Task to complete: As the answer, give every line of the records that includes the word "Cattle".

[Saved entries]
-=-=-=-=-
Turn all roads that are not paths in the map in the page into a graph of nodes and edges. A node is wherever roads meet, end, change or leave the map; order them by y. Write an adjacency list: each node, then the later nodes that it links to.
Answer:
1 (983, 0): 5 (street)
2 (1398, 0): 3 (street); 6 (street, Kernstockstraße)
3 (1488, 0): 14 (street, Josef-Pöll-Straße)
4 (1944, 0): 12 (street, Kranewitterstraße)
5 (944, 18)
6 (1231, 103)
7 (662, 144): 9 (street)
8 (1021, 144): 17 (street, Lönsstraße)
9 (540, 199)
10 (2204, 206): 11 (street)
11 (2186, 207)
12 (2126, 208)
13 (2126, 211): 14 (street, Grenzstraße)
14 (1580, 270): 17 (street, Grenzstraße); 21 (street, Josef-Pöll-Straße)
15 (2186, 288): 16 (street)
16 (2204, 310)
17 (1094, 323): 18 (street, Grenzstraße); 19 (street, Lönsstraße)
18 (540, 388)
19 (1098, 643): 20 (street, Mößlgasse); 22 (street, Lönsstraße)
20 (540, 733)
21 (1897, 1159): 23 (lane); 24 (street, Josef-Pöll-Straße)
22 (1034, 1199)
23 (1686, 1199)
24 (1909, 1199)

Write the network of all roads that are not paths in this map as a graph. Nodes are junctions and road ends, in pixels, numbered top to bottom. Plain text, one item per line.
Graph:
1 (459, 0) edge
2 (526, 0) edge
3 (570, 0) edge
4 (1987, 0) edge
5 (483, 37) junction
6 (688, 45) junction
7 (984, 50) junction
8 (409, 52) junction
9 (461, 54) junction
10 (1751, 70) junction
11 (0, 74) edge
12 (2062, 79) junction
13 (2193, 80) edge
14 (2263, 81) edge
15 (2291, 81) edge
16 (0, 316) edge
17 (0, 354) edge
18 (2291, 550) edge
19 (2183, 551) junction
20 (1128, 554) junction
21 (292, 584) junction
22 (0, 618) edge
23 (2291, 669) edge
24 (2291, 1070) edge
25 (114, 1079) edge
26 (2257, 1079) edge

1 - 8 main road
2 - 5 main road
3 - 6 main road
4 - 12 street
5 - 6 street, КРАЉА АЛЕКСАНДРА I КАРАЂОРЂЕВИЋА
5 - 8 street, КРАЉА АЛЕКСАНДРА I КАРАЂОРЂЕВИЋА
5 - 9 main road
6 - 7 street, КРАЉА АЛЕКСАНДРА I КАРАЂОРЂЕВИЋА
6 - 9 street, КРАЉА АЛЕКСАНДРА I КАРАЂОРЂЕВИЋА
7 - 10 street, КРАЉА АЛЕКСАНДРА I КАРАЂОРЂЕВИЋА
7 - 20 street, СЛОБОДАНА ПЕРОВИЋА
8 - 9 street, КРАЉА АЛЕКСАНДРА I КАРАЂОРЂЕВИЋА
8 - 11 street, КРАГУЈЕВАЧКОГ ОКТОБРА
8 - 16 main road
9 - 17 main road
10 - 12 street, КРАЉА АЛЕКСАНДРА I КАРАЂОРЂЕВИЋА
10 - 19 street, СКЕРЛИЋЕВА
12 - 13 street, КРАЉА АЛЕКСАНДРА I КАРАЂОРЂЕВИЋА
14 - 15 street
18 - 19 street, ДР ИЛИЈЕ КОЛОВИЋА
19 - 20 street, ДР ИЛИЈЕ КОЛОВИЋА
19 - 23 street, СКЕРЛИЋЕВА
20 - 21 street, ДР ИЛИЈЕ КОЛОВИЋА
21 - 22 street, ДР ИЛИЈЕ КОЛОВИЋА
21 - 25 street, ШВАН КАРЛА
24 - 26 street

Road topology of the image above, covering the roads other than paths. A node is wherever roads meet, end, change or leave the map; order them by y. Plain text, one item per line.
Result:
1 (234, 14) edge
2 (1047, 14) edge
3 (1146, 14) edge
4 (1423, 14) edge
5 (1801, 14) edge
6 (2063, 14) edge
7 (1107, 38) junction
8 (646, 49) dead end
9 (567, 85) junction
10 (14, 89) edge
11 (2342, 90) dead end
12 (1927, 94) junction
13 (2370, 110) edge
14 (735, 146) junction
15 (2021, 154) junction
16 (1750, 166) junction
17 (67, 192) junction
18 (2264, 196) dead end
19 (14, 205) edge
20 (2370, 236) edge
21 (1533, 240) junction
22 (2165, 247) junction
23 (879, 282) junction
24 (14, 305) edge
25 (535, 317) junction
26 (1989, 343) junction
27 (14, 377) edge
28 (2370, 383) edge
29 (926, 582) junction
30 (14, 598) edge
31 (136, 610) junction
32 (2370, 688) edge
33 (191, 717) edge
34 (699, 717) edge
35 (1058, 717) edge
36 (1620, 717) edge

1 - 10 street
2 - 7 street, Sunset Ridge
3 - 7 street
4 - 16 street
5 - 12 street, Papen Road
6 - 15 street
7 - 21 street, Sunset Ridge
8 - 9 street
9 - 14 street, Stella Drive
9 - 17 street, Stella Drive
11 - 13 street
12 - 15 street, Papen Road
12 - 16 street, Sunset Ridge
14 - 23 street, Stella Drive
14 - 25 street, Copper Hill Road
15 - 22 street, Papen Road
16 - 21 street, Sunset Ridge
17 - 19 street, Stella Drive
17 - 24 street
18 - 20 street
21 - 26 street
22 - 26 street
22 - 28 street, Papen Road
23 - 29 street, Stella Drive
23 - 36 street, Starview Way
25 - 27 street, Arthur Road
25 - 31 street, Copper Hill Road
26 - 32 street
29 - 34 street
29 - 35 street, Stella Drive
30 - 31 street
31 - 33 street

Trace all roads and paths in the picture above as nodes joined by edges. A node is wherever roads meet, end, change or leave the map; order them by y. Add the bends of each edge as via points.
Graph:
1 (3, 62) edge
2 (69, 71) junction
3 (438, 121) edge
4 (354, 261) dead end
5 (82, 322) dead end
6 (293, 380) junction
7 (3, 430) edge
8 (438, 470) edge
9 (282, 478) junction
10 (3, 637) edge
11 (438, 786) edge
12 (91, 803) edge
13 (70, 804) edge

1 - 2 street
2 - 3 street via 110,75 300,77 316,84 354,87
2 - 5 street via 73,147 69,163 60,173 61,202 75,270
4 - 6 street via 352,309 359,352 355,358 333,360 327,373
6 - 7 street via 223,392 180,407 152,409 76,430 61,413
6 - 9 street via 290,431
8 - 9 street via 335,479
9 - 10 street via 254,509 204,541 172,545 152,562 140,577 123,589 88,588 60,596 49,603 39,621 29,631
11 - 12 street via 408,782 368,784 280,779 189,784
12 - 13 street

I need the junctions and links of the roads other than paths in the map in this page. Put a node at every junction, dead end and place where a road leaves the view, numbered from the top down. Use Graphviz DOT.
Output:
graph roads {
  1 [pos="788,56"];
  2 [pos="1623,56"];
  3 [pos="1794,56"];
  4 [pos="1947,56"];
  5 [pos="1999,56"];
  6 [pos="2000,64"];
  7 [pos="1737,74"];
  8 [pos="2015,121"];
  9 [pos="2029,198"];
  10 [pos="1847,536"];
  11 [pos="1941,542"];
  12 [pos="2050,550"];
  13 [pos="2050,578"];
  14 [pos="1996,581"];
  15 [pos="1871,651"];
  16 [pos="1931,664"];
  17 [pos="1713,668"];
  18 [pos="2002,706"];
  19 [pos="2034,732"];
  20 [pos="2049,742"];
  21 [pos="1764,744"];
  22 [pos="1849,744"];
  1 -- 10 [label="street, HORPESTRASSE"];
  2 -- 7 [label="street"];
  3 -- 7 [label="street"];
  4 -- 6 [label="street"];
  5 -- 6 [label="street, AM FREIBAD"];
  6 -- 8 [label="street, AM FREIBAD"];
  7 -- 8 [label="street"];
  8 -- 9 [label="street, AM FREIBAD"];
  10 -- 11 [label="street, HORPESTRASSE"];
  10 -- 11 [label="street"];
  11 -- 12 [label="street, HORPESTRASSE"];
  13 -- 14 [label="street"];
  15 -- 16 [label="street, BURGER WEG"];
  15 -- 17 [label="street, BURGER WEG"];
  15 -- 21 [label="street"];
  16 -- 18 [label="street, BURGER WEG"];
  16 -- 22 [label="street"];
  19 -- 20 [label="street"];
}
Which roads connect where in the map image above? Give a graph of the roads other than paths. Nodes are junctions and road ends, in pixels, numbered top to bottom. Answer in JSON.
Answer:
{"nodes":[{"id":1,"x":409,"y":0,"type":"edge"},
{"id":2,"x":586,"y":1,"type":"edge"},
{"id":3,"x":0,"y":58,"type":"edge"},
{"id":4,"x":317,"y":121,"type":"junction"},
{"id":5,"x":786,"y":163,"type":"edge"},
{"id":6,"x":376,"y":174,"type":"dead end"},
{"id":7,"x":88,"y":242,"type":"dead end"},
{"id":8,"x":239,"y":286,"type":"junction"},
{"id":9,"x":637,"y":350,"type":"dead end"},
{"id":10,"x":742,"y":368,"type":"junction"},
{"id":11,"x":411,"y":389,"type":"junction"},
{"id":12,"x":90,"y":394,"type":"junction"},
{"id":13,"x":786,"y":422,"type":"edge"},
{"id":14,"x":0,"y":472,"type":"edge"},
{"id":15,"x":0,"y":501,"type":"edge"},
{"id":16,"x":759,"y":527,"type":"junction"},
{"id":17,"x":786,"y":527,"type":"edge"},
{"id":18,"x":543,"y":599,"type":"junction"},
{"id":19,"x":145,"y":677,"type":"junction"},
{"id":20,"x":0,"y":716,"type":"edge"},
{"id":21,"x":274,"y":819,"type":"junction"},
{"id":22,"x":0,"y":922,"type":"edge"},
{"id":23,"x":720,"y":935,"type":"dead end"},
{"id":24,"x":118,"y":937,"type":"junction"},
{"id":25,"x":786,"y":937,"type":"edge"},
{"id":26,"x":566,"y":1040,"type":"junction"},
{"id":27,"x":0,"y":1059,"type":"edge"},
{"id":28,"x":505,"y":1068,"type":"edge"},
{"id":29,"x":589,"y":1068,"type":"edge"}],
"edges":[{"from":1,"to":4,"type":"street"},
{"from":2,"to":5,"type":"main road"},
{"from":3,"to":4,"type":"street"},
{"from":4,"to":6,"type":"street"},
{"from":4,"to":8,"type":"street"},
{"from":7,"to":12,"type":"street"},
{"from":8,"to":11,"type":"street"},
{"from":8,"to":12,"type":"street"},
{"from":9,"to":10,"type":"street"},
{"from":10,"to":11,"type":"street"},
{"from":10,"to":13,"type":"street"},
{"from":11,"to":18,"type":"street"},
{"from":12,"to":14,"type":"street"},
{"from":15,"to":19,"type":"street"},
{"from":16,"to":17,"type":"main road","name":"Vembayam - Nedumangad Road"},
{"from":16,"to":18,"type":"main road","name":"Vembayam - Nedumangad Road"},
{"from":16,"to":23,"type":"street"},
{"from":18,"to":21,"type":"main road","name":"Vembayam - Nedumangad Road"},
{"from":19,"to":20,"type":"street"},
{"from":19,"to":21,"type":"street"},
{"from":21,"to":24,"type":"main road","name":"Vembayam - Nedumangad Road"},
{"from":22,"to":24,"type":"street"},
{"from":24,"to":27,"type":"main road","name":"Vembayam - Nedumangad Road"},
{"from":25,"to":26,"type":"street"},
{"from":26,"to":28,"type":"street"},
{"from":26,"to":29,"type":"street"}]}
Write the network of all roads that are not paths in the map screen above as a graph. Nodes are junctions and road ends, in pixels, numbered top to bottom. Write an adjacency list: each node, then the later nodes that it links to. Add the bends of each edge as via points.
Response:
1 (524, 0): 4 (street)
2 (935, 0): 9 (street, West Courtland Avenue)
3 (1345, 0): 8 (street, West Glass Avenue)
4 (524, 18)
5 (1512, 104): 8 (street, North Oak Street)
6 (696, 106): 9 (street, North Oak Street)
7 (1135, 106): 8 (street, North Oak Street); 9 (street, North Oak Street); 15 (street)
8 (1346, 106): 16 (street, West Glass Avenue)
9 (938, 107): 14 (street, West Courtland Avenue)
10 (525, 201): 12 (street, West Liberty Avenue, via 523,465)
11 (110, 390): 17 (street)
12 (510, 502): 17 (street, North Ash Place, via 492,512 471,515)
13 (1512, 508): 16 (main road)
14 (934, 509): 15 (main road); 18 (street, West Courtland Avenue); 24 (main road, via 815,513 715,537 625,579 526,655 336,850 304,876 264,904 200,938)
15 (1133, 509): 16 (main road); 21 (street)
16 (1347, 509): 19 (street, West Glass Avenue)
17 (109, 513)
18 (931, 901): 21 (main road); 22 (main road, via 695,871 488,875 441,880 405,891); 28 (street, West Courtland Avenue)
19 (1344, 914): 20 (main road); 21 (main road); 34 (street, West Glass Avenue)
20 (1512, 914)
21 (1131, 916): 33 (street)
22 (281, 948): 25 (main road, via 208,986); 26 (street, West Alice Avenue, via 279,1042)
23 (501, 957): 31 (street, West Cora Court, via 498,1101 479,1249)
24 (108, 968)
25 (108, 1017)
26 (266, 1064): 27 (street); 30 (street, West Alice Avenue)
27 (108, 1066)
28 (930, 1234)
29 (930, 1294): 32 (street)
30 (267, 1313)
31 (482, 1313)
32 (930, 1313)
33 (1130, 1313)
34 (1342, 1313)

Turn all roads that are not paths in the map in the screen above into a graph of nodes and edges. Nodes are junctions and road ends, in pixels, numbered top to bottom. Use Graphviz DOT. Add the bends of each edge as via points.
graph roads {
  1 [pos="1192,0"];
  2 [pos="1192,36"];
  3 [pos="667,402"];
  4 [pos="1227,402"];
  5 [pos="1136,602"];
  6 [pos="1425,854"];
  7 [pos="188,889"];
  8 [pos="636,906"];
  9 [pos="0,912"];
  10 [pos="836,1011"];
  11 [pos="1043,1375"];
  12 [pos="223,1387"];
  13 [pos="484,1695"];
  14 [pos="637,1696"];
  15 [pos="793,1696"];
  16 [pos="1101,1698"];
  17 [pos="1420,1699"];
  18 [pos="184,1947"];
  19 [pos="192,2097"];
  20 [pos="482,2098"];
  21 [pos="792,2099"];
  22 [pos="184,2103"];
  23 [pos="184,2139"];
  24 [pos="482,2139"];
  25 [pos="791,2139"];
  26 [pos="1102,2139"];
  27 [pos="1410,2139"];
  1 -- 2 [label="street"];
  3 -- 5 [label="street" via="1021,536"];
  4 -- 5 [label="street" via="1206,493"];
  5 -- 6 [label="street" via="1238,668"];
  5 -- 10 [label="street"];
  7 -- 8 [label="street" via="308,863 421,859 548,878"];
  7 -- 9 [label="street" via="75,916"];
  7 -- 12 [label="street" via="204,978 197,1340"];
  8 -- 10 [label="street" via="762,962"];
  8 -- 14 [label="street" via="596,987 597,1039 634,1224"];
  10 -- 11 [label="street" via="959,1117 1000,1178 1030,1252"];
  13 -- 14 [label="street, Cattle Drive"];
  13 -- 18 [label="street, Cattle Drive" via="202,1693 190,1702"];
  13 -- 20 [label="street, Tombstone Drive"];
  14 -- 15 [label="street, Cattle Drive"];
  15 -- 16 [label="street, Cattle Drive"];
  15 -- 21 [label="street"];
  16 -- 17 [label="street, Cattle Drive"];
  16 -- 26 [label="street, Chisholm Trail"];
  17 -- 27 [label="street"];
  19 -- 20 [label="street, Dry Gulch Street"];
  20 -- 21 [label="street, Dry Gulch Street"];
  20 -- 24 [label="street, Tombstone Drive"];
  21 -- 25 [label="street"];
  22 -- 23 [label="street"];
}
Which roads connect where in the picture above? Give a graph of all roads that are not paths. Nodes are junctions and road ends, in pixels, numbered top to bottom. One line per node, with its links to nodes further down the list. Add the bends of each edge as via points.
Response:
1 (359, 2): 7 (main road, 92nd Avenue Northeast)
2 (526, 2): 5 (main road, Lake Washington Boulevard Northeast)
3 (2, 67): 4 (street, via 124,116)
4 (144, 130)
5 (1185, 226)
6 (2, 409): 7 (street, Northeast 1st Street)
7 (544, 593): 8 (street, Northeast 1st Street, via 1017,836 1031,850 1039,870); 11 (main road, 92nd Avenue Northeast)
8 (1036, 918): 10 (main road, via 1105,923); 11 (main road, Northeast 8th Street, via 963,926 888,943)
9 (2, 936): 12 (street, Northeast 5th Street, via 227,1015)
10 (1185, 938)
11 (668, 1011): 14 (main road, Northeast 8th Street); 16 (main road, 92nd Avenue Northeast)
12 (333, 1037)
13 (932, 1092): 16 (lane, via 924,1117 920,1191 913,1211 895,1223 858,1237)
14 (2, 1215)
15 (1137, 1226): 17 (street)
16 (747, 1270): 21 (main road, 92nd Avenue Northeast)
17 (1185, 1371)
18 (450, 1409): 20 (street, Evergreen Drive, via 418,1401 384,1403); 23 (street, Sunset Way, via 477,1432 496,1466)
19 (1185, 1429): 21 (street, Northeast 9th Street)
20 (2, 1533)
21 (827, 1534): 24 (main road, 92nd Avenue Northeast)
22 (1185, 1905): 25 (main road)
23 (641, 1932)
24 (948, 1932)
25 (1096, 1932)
-=-=-=-=-
Exercise result:
  13 -- 14 [label="street, Cattle Drive"];
  13 -- 18 [label="street, Cattle Drive" via="202,1693 190,1702"];
  14 -- 15 [label="street, Cattle Drive"];
  15 -- 16 [label="street, Cattle Drive"];
  16 -- 17 [label="street, Cattle Drive"];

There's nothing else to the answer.